Looks like DC's version of Guardians of the Galaxy.

Anj said...

And here I was thrilled that you and I could have monthly review comparisons.

Like you, I enjoy Kara and J'Onn hanging out.

Anyways, I completely understand your opinion. DC is struggling massively right now with only a couple of books being very enjoyable for me.

I'll probably get the book because Kara is in it and will let you know if your worries are justified.

Joe Slab said...

"The New 52 is defined by fickle impermanence"

An apt & concise summary. I won't be buying it either. It seems like more "throw it against the wall & see if it sticks" fireplace-kindling like 2/3 of DC current output.

will_in_chicago said...

Frank, I find myself following the characters I care about and pick up some comics when I am moved.

I think that J'Onn has not been harmed by the New 52, but neither has it done all that much for him. I do like the line up of Justice League United. One reason I think that the Maid of Steel works well in a pairing with J'Onn is that both lived on the alien worlds that they called home and got to know its culture before its passing. (In the case of J'Onn, he experienced more of his culture than Kara Zor-El did of hers, but there are parallels.)

Stormwatch did not serve J'Onn well and could have been titled the Midnighter and Apollo show. J'Onn's most significant presence in Stormwatch was in leaving the team -- and it showed he does care.

I am not sure how much DC knows about characters like J'Onn or many of the other characters. However, I know that for some people, the changes in the DCnU has not increased their love of comics but has created the opposite of love. Not hate, as that is still a passion, but apathy.

I don't know what the future holds for DC or J'Onn, but I hope that you do plan to keep this blog going.

LissBirds said...

I feel pretty much the same way, but I'll probably buy the first issue because I'm a sucker for punishment. Maybe I've just reached the point where I think "how could they make it any worse?"

I'm intrigued by the Adam Strange costume redesign--it's actually not half bad. (Looks a LOT like the 2009 Buck Rogers costume, though.) It's the only costume here that I like. (Not a fan of Supergirl's at all.)

You're spot-on about the "fickle impermanence." It always feels like they're making things up as they go, which is just poor planning.

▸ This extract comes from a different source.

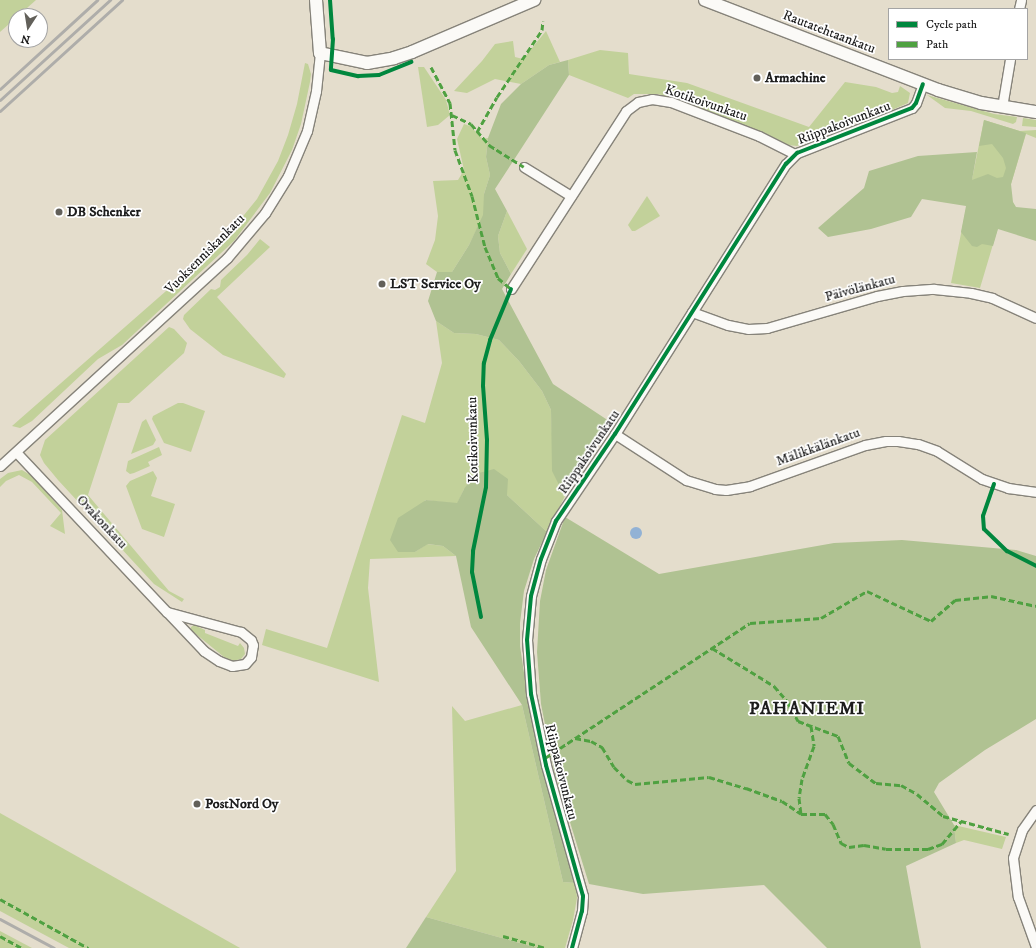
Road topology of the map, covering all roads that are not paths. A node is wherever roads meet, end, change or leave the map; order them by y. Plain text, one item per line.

So--how much longer until comics as we know them are completely and utterly reborn into a new medium? If at all? New 52 always felt like DC's death throes to me. I'm waiting for them to hit rock bottom and get rebuilt.

Diabolu Frank said...

There is no rebuild. DC Entertainment will consolidate to California. The line will gradually shrink down to a core dozen or so titles, and then publishing will cease altogether. Superman, Batman, and whatever else Warners want to keep running for R&D will be available for digital download. Otherwise, the former DC Universe will be IP for the other divisions to mine. The end.